“Your true name?”
“Tarshi Redaxus.”
“Your father’s name?”
I shook my head. “I do not know my father. My mother told me he was a Talfen warrior, killed when I was young. I have very few memories of him, but she told me he was a good man.”
Aytara took a deep breath.
“Your mother was right. Sayven was a good man.” Taveth’s eyes snapped back around to my face at her words, and she nodded.
“It is true, Taveth. I have not been completely honest with you. Tarshi is indeed your brother. Your twin brother.”
The world stopped.
Twin brother. The words echoed in my mind, but they made no sense. I had no family, no brothers or sisters. My mother had told me my father was dead, killed by Imperial soldiers when I was too young to remember. There had never been any mention of a twin, of any siblings at all.
"That's impossible," I said, but even as I spoke, I felt something shift inside me, like a puzzle piece clicking into place. The dreams, the strange sense of recognition when I looked at this man, the way my heart had clenched when I first saw him—maybe it wasn't impossible after all.
“You never told me of a brother,” said Taveth, his creepy white eyes still fixed on mine.

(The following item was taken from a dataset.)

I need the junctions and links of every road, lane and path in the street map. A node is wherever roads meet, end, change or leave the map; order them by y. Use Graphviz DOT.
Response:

"I lied," Aytara said simply. "To protect you both."
I felt my world tilting on its axis. "Protect us from what?"
Aytara looked between Taveth and me, her expression soft with old grief. "Your father was Sayven Nemele, one of our greatest mages. Your mother was an Imperial woman he met during a reconnaissance mission near the border. They fell in love, despite the impossibility of their situation."

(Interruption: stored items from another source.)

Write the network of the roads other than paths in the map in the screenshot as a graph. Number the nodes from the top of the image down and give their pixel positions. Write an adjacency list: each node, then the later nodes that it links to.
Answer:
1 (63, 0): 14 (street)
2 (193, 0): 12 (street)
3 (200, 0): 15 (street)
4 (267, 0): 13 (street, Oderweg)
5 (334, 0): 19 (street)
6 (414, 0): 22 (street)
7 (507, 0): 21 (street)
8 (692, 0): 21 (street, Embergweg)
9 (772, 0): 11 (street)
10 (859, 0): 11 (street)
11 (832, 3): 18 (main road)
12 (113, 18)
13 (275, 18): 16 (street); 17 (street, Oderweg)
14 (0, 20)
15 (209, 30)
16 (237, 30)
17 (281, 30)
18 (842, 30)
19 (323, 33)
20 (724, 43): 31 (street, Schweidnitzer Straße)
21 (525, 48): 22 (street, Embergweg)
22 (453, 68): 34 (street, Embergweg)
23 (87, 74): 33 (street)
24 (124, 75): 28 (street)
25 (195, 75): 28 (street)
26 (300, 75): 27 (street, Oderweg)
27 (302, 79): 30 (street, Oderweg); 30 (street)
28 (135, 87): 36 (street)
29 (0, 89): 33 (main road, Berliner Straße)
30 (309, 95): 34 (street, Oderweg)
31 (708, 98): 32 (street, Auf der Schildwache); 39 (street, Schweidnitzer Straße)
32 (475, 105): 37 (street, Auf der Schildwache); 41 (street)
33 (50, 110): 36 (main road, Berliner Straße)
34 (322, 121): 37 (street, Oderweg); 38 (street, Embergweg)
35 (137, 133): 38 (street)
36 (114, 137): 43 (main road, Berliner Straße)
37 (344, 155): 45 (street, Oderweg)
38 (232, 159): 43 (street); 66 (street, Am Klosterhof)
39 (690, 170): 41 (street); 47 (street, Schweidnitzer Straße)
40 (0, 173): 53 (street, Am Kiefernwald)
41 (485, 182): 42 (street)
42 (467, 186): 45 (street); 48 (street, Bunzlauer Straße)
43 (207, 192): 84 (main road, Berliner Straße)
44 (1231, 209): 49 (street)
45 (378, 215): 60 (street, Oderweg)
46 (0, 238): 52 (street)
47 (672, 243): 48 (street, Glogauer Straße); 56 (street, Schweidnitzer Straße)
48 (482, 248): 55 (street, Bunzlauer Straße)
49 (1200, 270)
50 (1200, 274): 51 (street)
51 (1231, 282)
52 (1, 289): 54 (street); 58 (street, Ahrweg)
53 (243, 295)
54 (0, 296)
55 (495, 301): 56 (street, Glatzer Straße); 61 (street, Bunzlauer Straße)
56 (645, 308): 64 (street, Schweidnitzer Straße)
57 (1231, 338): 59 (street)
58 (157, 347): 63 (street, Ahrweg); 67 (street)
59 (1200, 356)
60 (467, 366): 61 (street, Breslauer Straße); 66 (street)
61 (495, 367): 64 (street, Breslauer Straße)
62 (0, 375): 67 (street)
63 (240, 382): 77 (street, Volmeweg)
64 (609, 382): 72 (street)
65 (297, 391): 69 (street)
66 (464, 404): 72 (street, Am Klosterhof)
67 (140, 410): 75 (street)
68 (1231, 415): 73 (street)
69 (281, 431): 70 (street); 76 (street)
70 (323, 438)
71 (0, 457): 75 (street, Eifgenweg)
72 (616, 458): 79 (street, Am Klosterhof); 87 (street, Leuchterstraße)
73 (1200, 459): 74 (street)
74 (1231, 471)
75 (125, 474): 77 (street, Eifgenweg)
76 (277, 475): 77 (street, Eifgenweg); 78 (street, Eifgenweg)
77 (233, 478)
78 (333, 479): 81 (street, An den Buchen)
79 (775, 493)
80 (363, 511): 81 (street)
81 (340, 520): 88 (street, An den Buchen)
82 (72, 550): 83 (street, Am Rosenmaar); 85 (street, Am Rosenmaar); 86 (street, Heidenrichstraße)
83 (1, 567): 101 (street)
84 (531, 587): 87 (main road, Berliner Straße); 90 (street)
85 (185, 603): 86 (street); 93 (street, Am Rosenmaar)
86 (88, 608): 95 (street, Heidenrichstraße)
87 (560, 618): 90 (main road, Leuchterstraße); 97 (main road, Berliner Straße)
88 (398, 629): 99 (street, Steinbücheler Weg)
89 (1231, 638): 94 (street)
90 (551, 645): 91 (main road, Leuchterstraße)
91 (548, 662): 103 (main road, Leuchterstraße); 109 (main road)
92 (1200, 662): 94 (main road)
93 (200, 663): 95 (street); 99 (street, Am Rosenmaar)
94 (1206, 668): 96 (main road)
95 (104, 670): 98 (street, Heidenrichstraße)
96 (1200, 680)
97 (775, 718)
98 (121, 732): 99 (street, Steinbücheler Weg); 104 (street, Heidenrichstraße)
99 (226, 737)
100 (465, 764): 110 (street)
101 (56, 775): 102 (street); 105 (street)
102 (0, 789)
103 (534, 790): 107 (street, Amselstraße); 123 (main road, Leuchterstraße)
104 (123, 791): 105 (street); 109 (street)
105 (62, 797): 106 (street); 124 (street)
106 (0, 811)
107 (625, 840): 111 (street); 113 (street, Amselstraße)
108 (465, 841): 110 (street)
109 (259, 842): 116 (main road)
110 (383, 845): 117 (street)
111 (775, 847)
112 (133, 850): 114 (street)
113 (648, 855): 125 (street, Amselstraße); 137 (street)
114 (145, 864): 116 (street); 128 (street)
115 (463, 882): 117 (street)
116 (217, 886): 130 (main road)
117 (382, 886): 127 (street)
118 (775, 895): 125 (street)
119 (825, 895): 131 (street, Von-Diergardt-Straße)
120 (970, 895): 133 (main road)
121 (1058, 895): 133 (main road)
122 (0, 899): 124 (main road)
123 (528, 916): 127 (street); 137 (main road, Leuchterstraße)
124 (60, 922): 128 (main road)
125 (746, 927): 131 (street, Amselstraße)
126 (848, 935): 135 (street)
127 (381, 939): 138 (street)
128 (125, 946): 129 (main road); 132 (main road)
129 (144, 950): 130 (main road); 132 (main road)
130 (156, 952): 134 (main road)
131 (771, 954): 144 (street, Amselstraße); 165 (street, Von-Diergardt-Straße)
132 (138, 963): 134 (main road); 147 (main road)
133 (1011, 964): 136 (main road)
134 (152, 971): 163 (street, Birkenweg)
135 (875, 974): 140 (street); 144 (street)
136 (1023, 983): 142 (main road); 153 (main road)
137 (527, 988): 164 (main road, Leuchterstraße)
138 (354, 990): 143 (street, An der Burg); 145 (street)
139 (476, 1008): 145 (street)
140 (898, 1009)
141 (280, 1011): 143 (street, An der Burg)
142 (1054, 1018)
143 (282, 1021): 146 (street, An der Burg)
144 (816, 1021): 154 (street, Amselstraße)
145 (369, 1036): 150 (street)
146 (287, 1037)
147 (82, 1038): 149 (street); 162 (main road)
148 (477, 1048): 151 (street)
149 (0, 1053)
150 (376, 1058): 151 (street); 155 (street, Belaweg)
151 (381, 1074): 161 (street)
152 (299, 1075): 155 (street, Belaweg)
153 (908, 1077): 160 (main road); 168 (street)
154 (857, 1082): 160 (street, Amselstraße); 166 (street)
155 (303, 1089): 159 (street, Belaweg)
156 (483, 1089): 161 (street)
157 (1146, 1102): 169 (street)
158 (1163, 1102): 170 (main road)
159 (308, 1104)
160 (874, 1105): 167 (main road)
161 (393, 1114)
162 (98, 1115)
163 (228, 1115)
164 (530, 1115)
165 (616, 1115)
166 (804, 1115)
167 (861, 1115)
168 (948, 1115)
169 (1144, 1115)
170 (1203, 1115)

I tried to process this, but it felt like trying to hold water in my hands. My father had a name. A real name, not just the phantom I had imagined all these years.
"When your mother became pregnant," Aytara continued, "Sayven tried to convince her to come here, to safety. But she was terrified of leaving everything she knew, afraid of how our people might treat an Imperial. They compromised—they would move to a Talfen settlement near the border, somewhere they could raise their children in relative safety."
"Children," I whispered. "Plural."
"Twins," Aytara confirmed. "Born within minutes of each other. For the first few years, you lived together as a family. Sayven would visit when he could, bringing supplies and news from the war front."
I tried to remember, searched my earliest memories for any trace of this other life. There were fragments—a man's voice singing lullabies, strong hands lifting me up, the sense of not being alone. I had always assumed these were fantasies, the desperate imaginings of a child who wanted a father.
"What changed?" Sirrax asked.
“Taveth started manifesting shadow magic. At age five, it became obvious that he had inherited your father's abilities. The Empire was hunting down anyone with shadow magic," Aytara said. "Killing them, their families, anyone suspected of harbouring them. Sayven had no choice but to bring Taveth here, to the safety of the hidden city."
"But why didn't they bring me too?" The question tore out of me before I could stop it. "Why was I left behind?"
"Because you showed no signs of the magic," Aytara said gently. "And because your mother refused to leave. She was too afraid, too attached to the life she knew. The plan was for it to be temporary—Sayven would take Taveth to safety, then return for you and your mother once things settled."
"But things never settled," Taveth said.
"No," Aytara said quietly. "They didn't. And then..." She paused, as if the next words were difficult to say. "Then your father succumbed to the shadow madness."
"What do you mean?" I asked, though part of me already knew I didn't want the answer.
"The shadow magic consumes us," Taveth said, his voice matter-of-fact in a way that somehow made it worse. "Slowly, inevitably, it burns away everything that makes us human. Some last longer than others, but in the end, we all fall to madness. Our father lasted longer than most, but when he finally broke..."
He trailed off, but I could see the pain in his pale eyes. This was personal for him, raw.
"He's alive?" I asked, my voice barely a whisper.
"Yes," Aytara said. "In the care chambers below, with the other martyrs who have given their minds to protect our people. When it happened, when he... snapped... I went to your mother. To bring her the news, to see if she and you wanted to come here for protection."